Category: Osage Nation

Categories: Tribes | Siouan people

Osage Nation

The Osage Nation is a Native American Siouan-speaking tribe in the United States that originated in the Ohio River valley in present-day Kentucky. After years of war with invading Iroquois, the Osage migrated west of the Mississippi River to their historic lands in present-day Arkansas, Missouri, Kansas, and Oklahoma by the mid-17th century. At the height of their power in the early 18th century, the Osage had become the dominant power in their region, controlling the area between the Missouri and Red rivers. They are a federally recognized tribe and based mainly in Osage County, Oklahoma, coterminous with their reservation. Members are found throughout the country.

The 19-century painter George Catlin described the Osage as

The tallest race of men in North America, either red or white skins; there being few indeed of the men at their full growth, who are less than six feet in stature, and very many of them six and a half, and others seven feet.

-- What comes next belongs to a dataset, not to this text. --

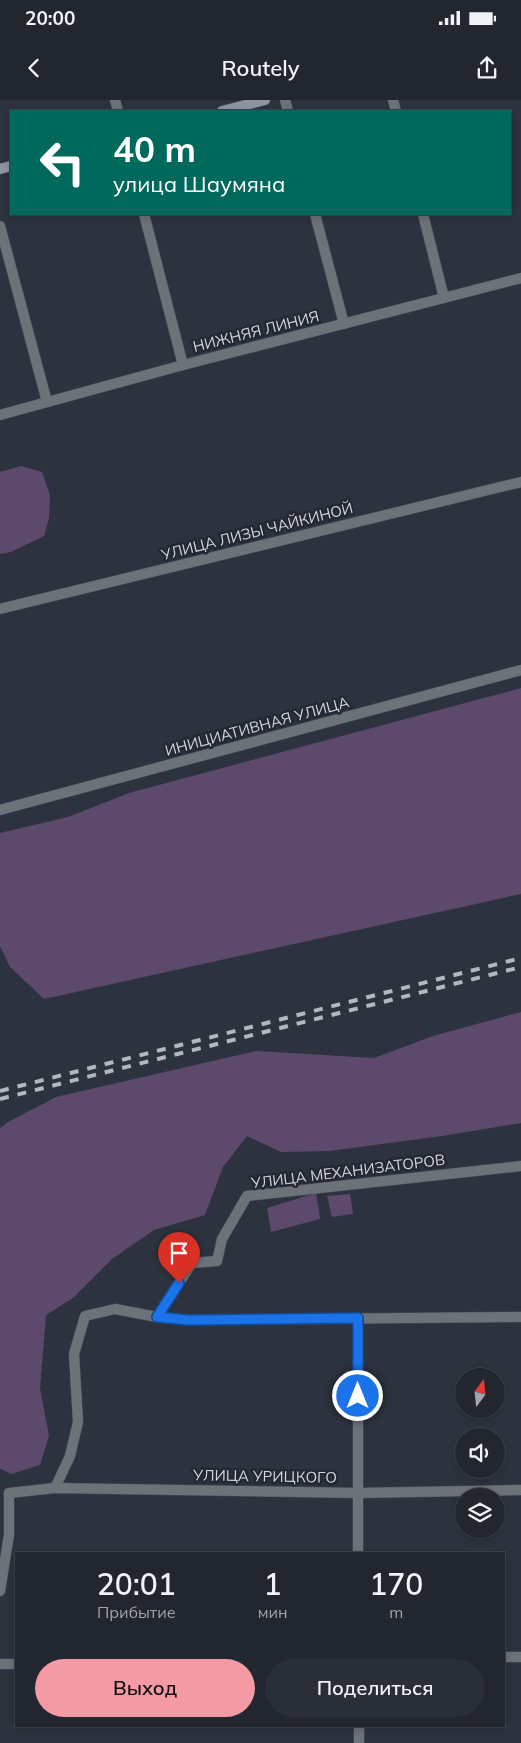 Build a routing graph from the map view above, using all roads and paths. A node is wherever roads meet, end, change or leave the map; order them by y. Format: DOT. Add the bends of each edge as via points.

The missionary Isaac McCoy described the Osage as an "uncommonly fierce, courageous, warlike nation" and Washington Irving said they were the "finest looking Indians I have ever seen in the West."

The Osage language is part of the Dhegihan branch of the Siouan stock of Native American languages. They originally lived among speakers of the same Dhegihan stock, such as the Kansa, Ponca, Omaha, and Quapaw in the Ohio Valley. The tribes likely became differentiated in languages and cultures after leaving the lower Ohio country. (1)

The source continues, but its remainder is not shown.